FIG. 2 is a deformed front view and a rear view of the rotating device 100 shown in FIG. 1 . The right side of Figure 2 is a front view, and the left side of Figure 2 is a rear view. As shown in FIG. 2 , the shaft portion 13 and the rotating central portion 14 , and the rotating central portion 14 and the rotating peripheral portion 15 respectively adopt a structure in which a key is inserted into a keyway (hereinafter referred to as a "keyway structure"). Keys can be chamfered so that stress is not concentrated in the corners.

After the rotation central part 14 and the rotation peripheral part 15 are integrated, they may be painted in order to improve corrosion resistance. In addition, when there is a gap between the rotation central portion 14 and the rotation peripheral portion 15, the gap may be filled with a resin having low viscosity adhesiveness after integration.

FIG. 3 is a second central cross-sectional view of the rotating equipment 100 according to Embodiment 1 when viewed from the right side. FIG. 4 is a deformed front view and a rear view of the rotating device 100 shown in FIG. 3 .

The right side of Figure 4 is a front view, and the left side of Figure 4 is a rear view. The rotating equipment 100 shown in FIGS. 3 and 4 is provided with a rotating central portion 14B with a shaft made of a magnesium alloy material instead of the shaft portion 13 and the rotating central portion 14 . The rotor 10 of the disclosed technology may be configured to include a rotating center portion 14B with a shaft.

FIG. 5 is a deformed front view and a rear view of the rotating device 100 shown in FIG. 1 . The right side of Figure 5 is a front view, and the left side of Figure 5 is a rear view. As shown in FIG. 5 , the shapes of the keys and keyways used in the present disclosure may also have curved surfaces. The shape, size and number of keyway structures can be determined based on appropriate design.
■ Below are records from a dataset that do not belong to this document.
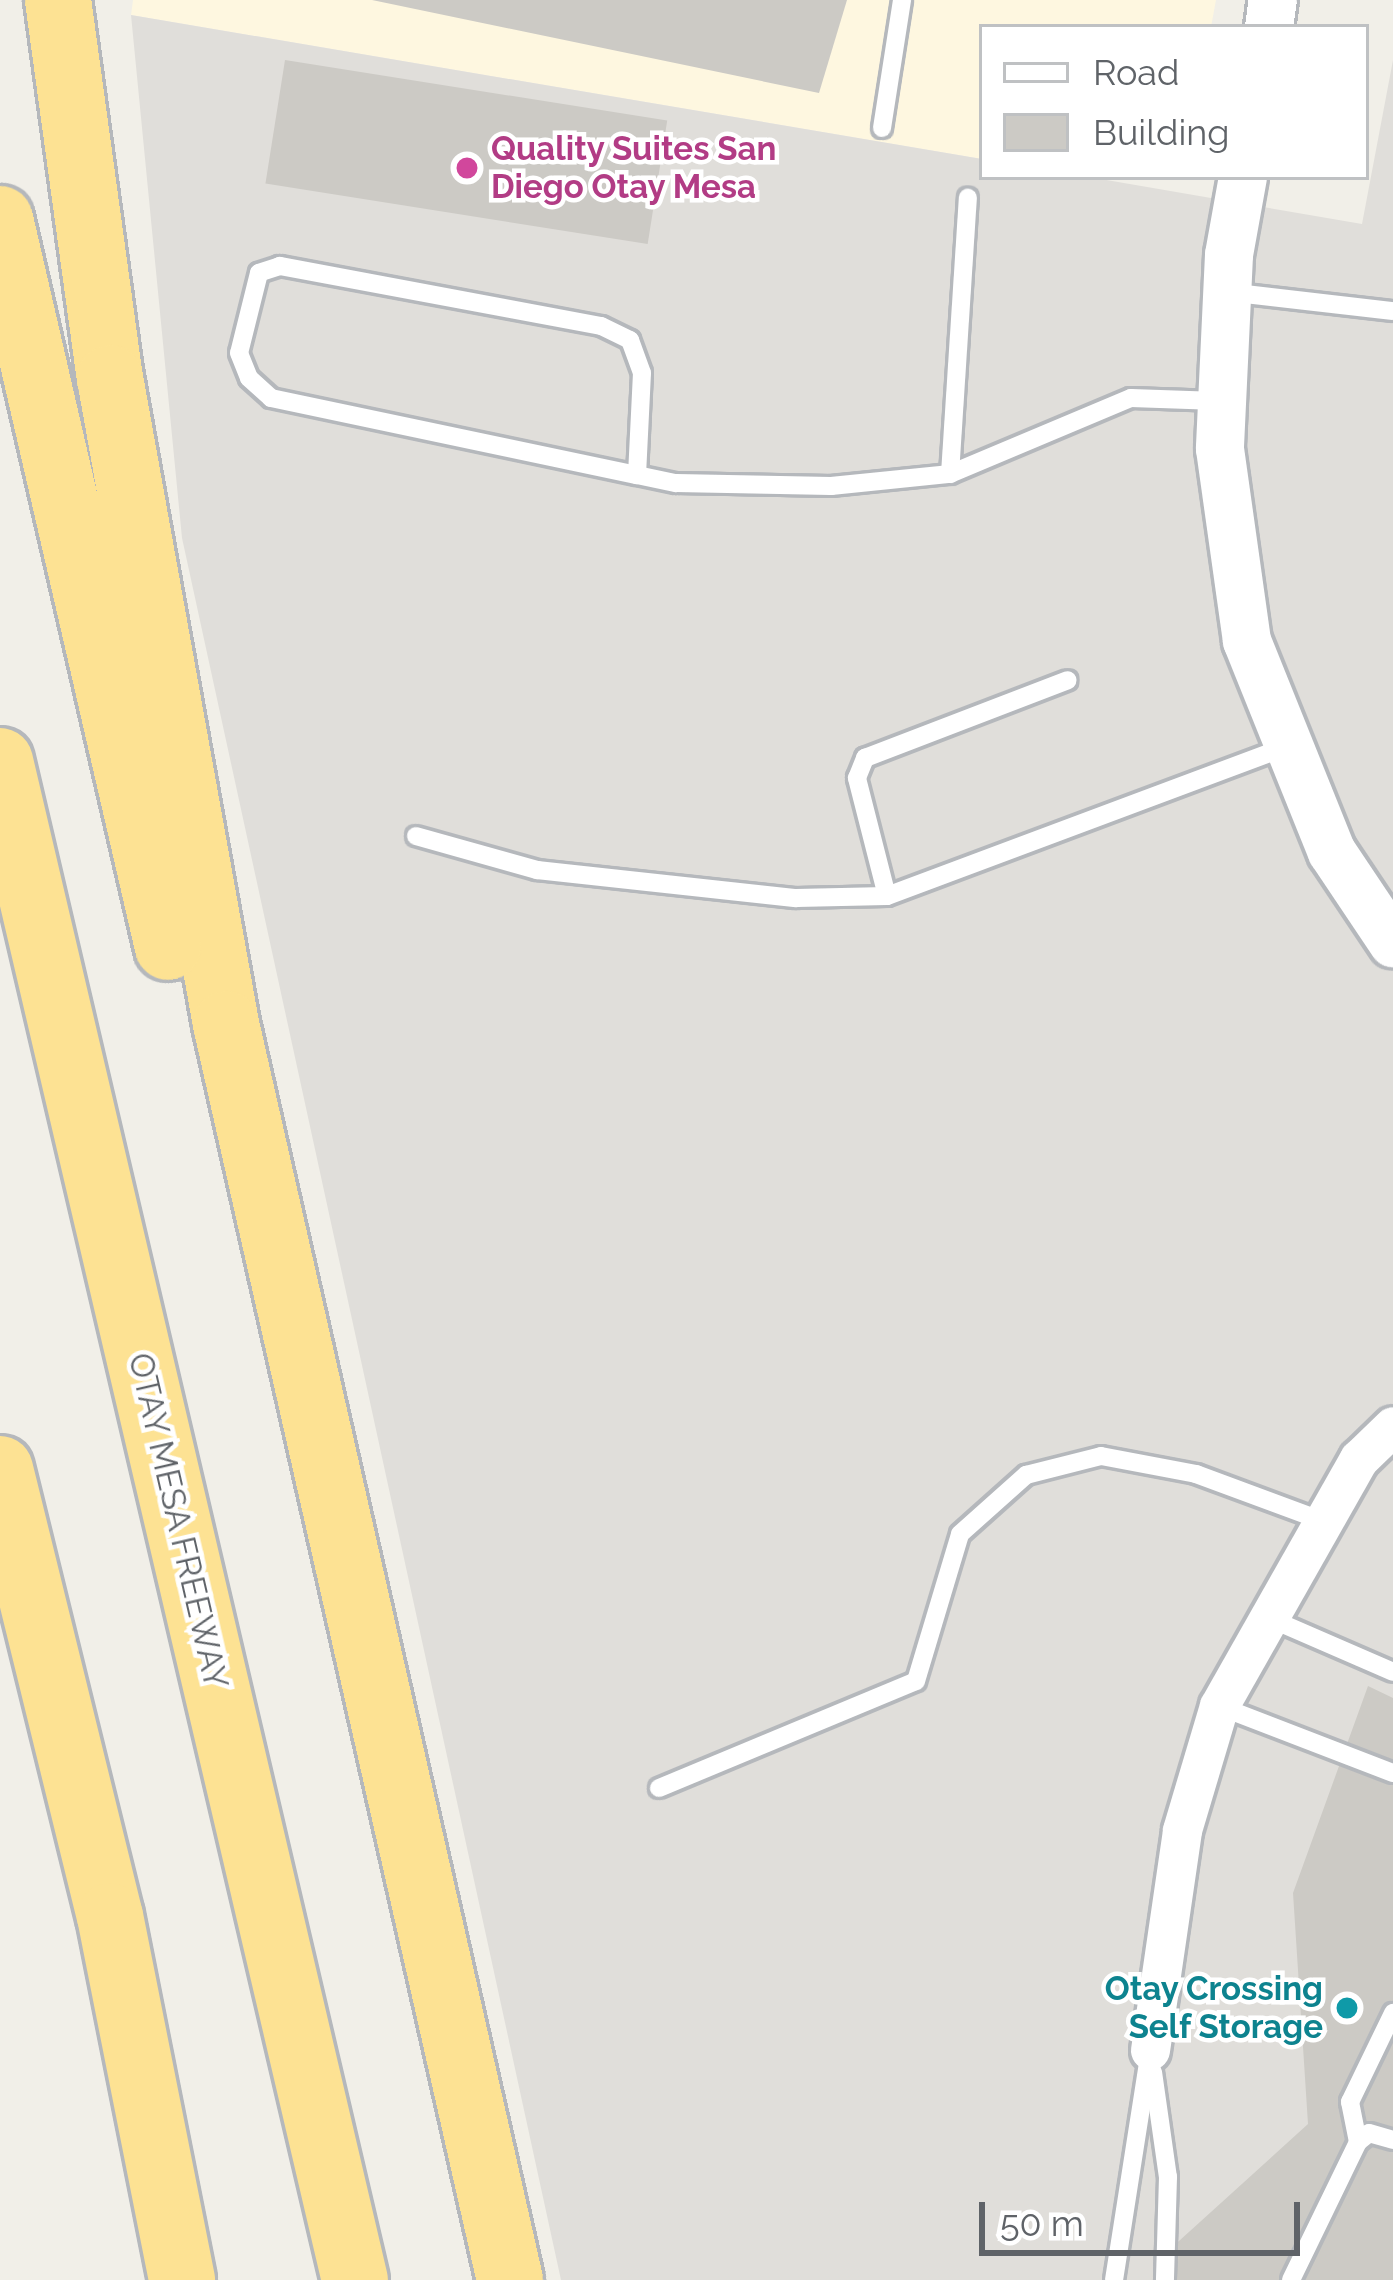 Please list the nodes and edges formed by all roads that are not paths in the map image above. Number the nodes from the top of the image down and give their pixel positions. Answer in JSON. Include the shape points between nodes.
{"nodes":[{"id":1,"x":58,"y":0,"type":"edge"},
{"id":2,"x":902,"y":0,"type":"edge"},
{"id":3,"x":882,"y":128,"type":"dead end"},
{"id":4,"x":1243,"y":180,"type":"edge"},
{"id":5,"x":968,"y":198,"type":"dead end"},
{"id":6,"x":0,"y":219,"type":"edge"},
{"id":7,"x":1228,"y":292,"type":"junction"},
{"id":8,"x":1393,"y":311,"type":"edge"},
{"id":9,"x":1222,"y":401,"type":"junction"},
{"id":10,"x":950,"y":474,"type":"junction"},
{"id":11,"x":637,"y":475,"type":"junction"},
{"id":12,"x":1068,"y":680,"type":"dead end"},
{"id":13,"x":1289,"y":746,"type":"junction"},
{"id":14,"x":0,"y":761,"type":"edge"},
{"id":15,"x":416,"y":836,"type":"dead end"},
{"id":16,"x":887,"y":896,"type":"junction"},
{"id":17,"x":1393,"y":943,"type":"edge"},
{"id":18,"x":1393,"y":1426,"type":"edge"},
{"id":19,"x":0,"y":1469,"type":"edge"},
{"id":20,"x":327,"y":1492,"type":"junction"},
{"id":21,"x":1323,"y":1521,"type":"junction"},
{"id":22,"x":1269,"y":1618,"type":"junction"},
{"id":23,"x":0,"y":1645,"type":"edge"},
{"id":24,"x":1393,"y":1672,"type":"edge"},
{"id":25,"x":1219,"y":1706,"type":"junction"},
{"id":26,"x":1393,"y":1773,"type":"edge"},
{"id":27,"x":659,"y":1788,"type":"dead end"},
{"id":28,"x":110,"y":1916,"type":"junction"},
{"id":29,"x":1393,"y":2013,"type":"edge"},
{"id":30,"x":1150,"y":2050,"type":"junction"},
{"id":31,"x":1393,"y":2140,"type":"edge"},
{"id":32,"x":1358,"y":2142,"type":"junction"},
{"id":33,"x":182,"y":2280,"type":"edge"},
{"id":34,"x":356,"y":2280,"type":"edge"},
{"id":35,"x":510,"y":2280,"type":"edge"},
{"id":36,"x":1114,"y":2280,"type":"edge"},
{"id":37,"x":1165,"y":2280,"type":"edge"},
{"id":38,"x":1291,"y":2280,"type":"edge"}],
"edges":[{"from":1,"to":20,"type":"highway","via":[[106,356],[171,731],[226,1024],[315,1395]]},
{"from":2,"to":3,"type":"lane"},
{"from":4,"to":7,"type":"street"},
{"from":5,"to":10,"type":"lane"},
{"from":6,"to":20,"type":"highway","via":[[167,944],[291,1404]]},
{"from":7,"to":8,"type":"lane"},
{"from":7,"to":9,"type":"street"},
{"from":9,"to":10,"type":"lane","via":[[1131,398]]},
{"from":9,"to":13,"type":"street","via":[[1220,449],[1247,641]]},
{"from":10,"to":11,"type":"lane","via":[[831,486]]},
{"from":11,"to":11,"type":"lane","via":[[271,398],[249,378],[239,353],[259,273],[280,266],[601,326],[630,340],[642,373]]},
{"from":12,"to":16,"type":"lane","via":[[865,758],[857,778]]},
{"from":13,"to":16,"type":"lane"},
{"from":13,"to":17,"type":"street","via":[[1332,852]]},
{"from":14,"to":34,"type":"highway","name":"OTAY MESA FREEWAY"},
{"from":15,"to":16,"type":"lane","via":[[537,870],[796,898]]},
{"from":18,"to":21,"type":"street","via":[[1359,1459]]},
{"from":19,"to":28,"type":"highway"},
{"from":20,"to":35,"type":"highway"},
{"from":21,"to":22,"type":"street"},
{"from":21,"to":27,"type":"lane","via":[[1196,1474],[1101,1456],[1026,1475],[960,1534],[916,1681]]},
{"from":22,"to":24,"type":"lane"},
{"from":22,"to":25,"type":"street"},
{"from":23,"to":28,"type":"highway"},
{"from":25,"to":26,"type":"lane","via":[[1314,1736]]},
{"from":25,"to":30,"type":"street","via":[[1181,1830]]},
{"from":28,"to":33,"type":"highway"},
{"from":29,"to":32,"type":"lane","via":[[1350,2102]]},
{"from":30,"to":36,"type":"lane"},
{"from":30,"to":37,"type":"lane","via":[[1168,2177]]},
{"from":31,"to":32,"type":"lane","via":[[1370,2133]]},
{"from":32,"to":38,"type":"lane"}]}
If the rotor 10 of the present disclosure technology is summarized from the viewpoint of the production method, the process includes: a step of forming an anodized coating with a Vickers hardness of 300 [Hv] or more on the rotating central portion 14 made of magnesium alloy; The steps of subjecting the rotating central portion 14 having an anodized coating to chemical synthesis treatment; and the step of fitting the rotating central portion 14 to the rotating peripheral portion 15 .

As described above, since the rotor 10 of Embodiment 1 is provided with an anodized coating having a Vickers hardness of 300 [Hv] or more, the coating applied to the magnesium alloy does not cause cracks or decrease in the strength of the surface layer. As a result, the rotor 10 of the disclosed technology can achieve a weight reduction of more than 20% compared with a conventional titanium alloy rotor.
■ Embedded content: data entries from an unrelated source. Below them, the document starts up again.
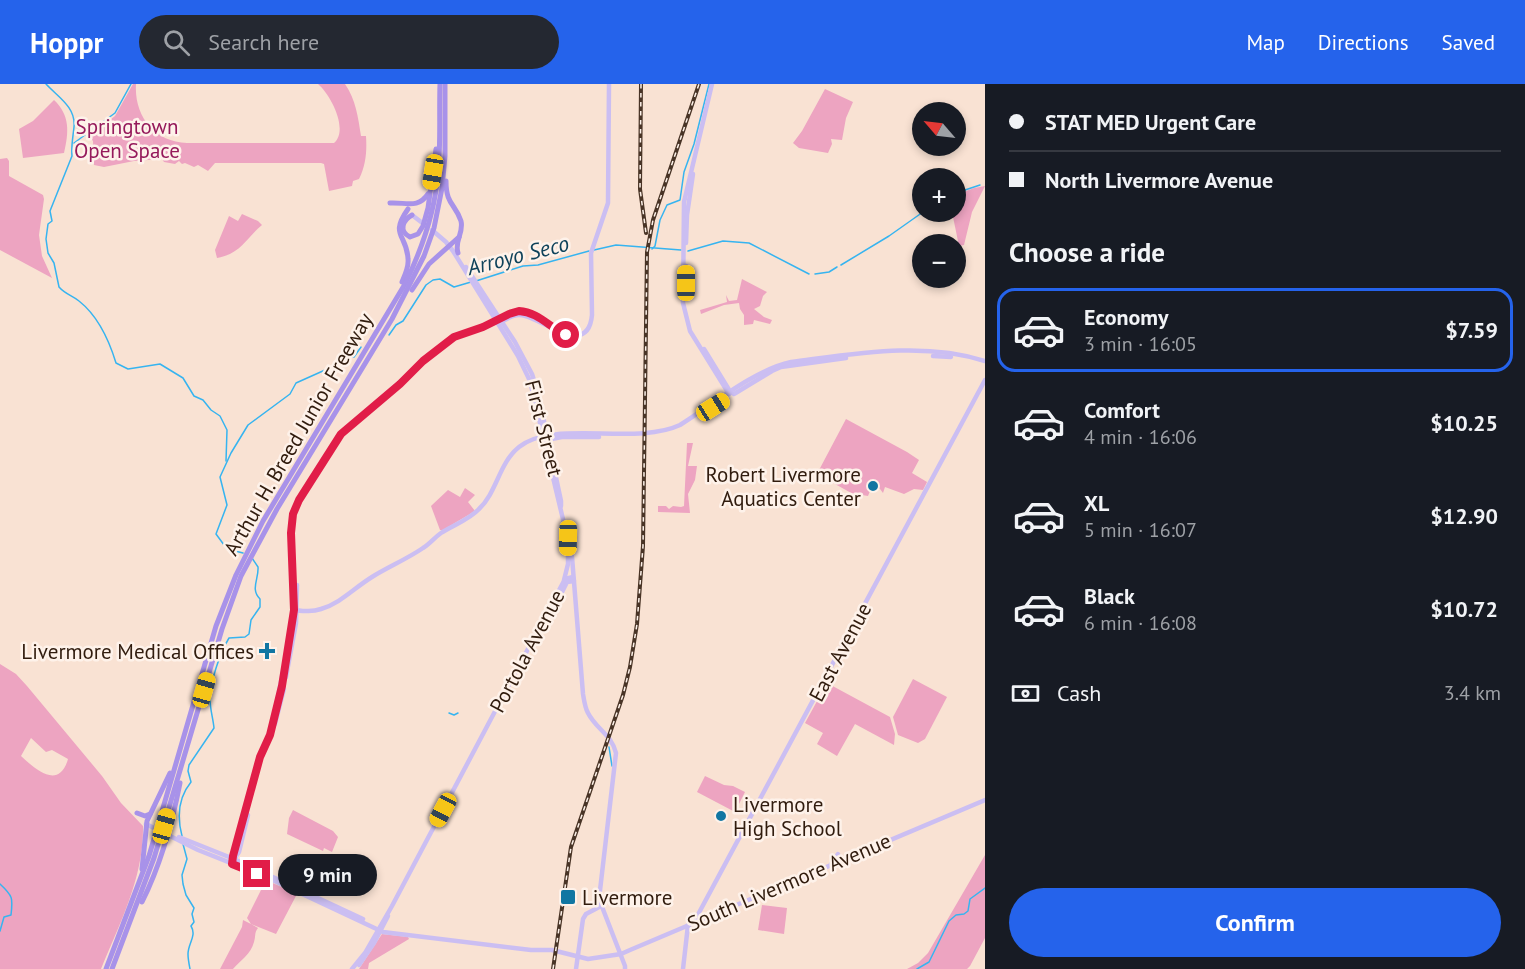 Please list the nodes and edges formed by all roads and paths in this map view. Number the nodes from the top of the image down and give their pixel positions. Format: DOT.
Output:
graph roads {
  1 [pos="440,84"];
  2 [pos="445,84"];
  3 [pos="611,84"];
  4 [pos="714,84"];
  5 [pos="439,117"];
  6 [pos="446,156"];
  7 [pos="430,190"];
  8 [pos="390,202"];
  9 [pos="408,209"];
  10 [pos="412,215"];
  11 [pos="422,221"];
  12 [pos="459,237"];
  13 [pos="450,245"];
  14 [pos="458,253"];
  15 [pos="473,281"];
  16 [pos="394,300"];
  17 [pos="392,319"];
  18 [pos="499,322"];
  19 [pos="971,357"];
  20 [pos="956,358"];
  21 [pos="984,363"];
  22 [pos="985,380"];
  23 [pos="730,394"];
  24 [pos="545,439"];
  25 [pos="568,538"];
  26 [pos="251,550"];
  27 [pos="247,558"];
  28 [pos="574,579"];
  29 [pos="563,584"];
  30 [pos="296,610"];
  31 [pos="486,730"];
  32 [pos="185,756"];
  33 [pos="177,758"];
  34 [pos="985,800"];
  35 [pos="137,813"];
  36 [pos="150,814"];
  37 [pos="146,823"];
  38 [pos="162,824"];
  39 [pos="170,834"];
  40 [pos="159,835"];
  41 [pos="838,854"];
  42 [pos="233,861"];
  43 [pos="831,864"];
  44 [pos="135,892"];
  45 [pos="602,906"];
  46 [pos="131,921"];
  47 [pos="694,922"];
  48 [pos="688,925"];
  49 [pos="380,929"];
  50 [pos="407,935"];
  51 [pos="418,936"];
  52 [pos="408,942"];
  53 [pos="621,954"];
  54 [pos="579,956"];
  55 [pos="355,968"];
  56 [pos="106,969"];
  57 [pos="112,969"];
  58 [pos="577,969"];
  59 [pos="625,969"];
  60 [pos="682,969"];
  1 -- 5 [label="highway, Arthur H. Breed Junior Freeway"];
  2 -- 6 [label="highway, Arthur H. Breed Junior Freeway"];
  3 -- 18 [label="main road"];
  4 -- 23 [label="main road"];
  5 -- 7 [label="highway"];
  5 -- 16 [label="highway, Arthur H. Breed Junior Freeway"];
  6 -- 12 [label="highway"];
  6 -- 17 [label="highway, Arthur H. Breed Junior Freeway"];
  7 -- 8 [label="highway"];
  7 -- 10 [label="highway"];
  9 -- 11 [label="main road"];
  9 -- 16 [label="highway"];
  10 -- 11 [label="main road"];
  11 -- 13 [label="main road, First Street"];
  12 -- 13 [label="highway"];
  12 -- 14 [label="highway"];
  13 -- 14 [label="main road, First Street"];
  13 -- 15 [label="main road, First Street"];
  13 -- 17 [label="highway"];
  14 -- 15 [label="main road, First Street"];
  15 -- 18 [label="main road, First Street"];
  16 -- 26 [label="highway, Arthur H. Breed Junior Freeway"];
  17 -- 26 [label="highway, Arthur H. Breed Junior Freeway"];
  18 -- 24 [label="main road, First Street"];
  18 -- 30 [label="main road"];
  19 -- 20 [label="main road"];
  19 -- 21 [label="main road"];
  19 -- 23 [label="main road"];
  20 -- 21 [label="main road"];
  20 -- 23 [label="main road"];
  22 -- 47 [label="main road, East Avenue"];
  23 -- 24 [label="main road"];
  24 -- 25 [label="main road, First Street"];
  24 -- 30 [label="main road"];
  25 -- 28 [label="main road, First Street"];
  25 -- 29 [label="main road"];
  26 -- 27 [label="highway, Arthur H. Breed Junior Freeway"];
  27 -- 32 [label="highway, Arthur H. Breed Junior Freeway"];
  27 -- 33 [label="highway, Arthur H. Breed Junior Freeway"];
  28 -- 29 [label="main road, Portola Avenue"];
  28 -- 31 [label="main road, Portola Avenue"];
  28 -- 45 [label="main road, First Street"];
  29 -- 31 [label="main road, Portola Avenue"];
  30 -- 42 [label="main road"];
  31 -- 49 [label="main road, Portola Avenue"];
  32 -- 38 [label="highway, Arthur H. Breed Junior Freeway"];
  32 -- 39 [label="highway"];
  33 -- 36 [label="highway"];
  33 -- 38 [label="highway, Arthur H. Breed Junior Freeway"];
  34 -- 43 [label="main road, South Livermore Avenue"];
  35 -- 36 [label="highway"];
  36 -- 37 [label="highway"];
  37 -- 39 [label="main road"];
  37 -- 44 [label="highway"];
  38 -- 40 [label="highway, Arthur H. Breed Junior Freeway"];
  39 -- 42 [label="main road"];
  39 -- 46 [label="highway"];
  40 -- 44 [label="highway, Arthur H. Breed Junior Freeway"];
  40 -- 46 [label="highway, Arthur H. Breed Junior Freeway"];
  41 -- 43 [label="main road"];
  42 -- 49 [label="main road"];
  43 -- 47 [label="main road, South Livermore Avenue"];
  44 -- 56 [label="highway, Arthur H. Breed Junior Freeway"];
  45 -- 53 [label="main road, First Street"];
  45 -- 54 [label="main road"];
  46 -- 57 [label="highway, Arthur H. Breed Junior Freeway"];
  47 -- 48 [label="main road, South Livermore Avenue"];
  48 -- 53 [label="main road, South Livermore Avenue"];
  48 -- 60 [label="main road"];
  49 -- 50 [label="main road"];
  49 -- 51 [label="main road"];
  49 -- 55 [label="main road, Portola Avenue"];
  49 -- 55 [label="main road, Portola Avenue"];
  50 -- 51 [label="main road"];
  50 -- 52 [label="main road"];
  51 -- 54 [label="main road, South Livermore Avenue"];
  53 -- 54 [label="main road, South Livermore Avenue"];
  53 -- 59 [label="main road, First Street"];
  54 -- 58 [label="main road"];
}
Possibility of industrial use

The rotor of the disclosed technology can be applied to rotating equipment and has industrial applicability.

Explanation of reference signs

10 rotor, 11 iron core, 12 magnet, 13 shaft, 14 rotating central part, 15 rotating peripheral part, 16 fastening member, 20 stator, 30 outer frame, 40 bearing, 100 rotating equipment.

Claims (4)

1. A rotor is characterized in that,

the rotor includes:

the rotary center part is formed by magnesium alloy, is formed with an anodic oxide film and is subjected to chemical synthesis treatment; and

the rotating peripheral part is composed of titanium alloy or CFRP,

the rotation center portion and the rotation peripheral portion are of a fitting size,

the anodic oxide film has a Vickers hardness of 300[ Hv ] or more.
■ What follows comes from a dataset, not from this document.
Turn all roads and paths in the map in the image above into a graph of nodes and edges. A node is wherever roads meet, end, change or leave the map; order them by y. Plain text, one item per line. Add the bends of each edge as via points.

2. The rotor of claim 1, wherein the rotor comprises a plurality of rotor blades,

the chemical synthesis treatment forms a fluorinated surface layer on the magnesium alloy.

3. A method for producing a rotor is characterized in that,

the production method of the rotor comprises the following steps:

forming an anodic oxide film having a Vickers hardness of 300[ Hv ] or more in a rotation center portion composed of a magnesium alloy;

a step of performing chemical synthesis treatment on the rotation center portion on which the anodic oxide film is formed; and

and a step of fitting the rotation center portion to the rotation peripheral portion.

4. A rotary apparatus, characterized in that,

the rotating device is provided with: a rotor according to claim 1 or 2, or a rotor based on the production method of claim 3.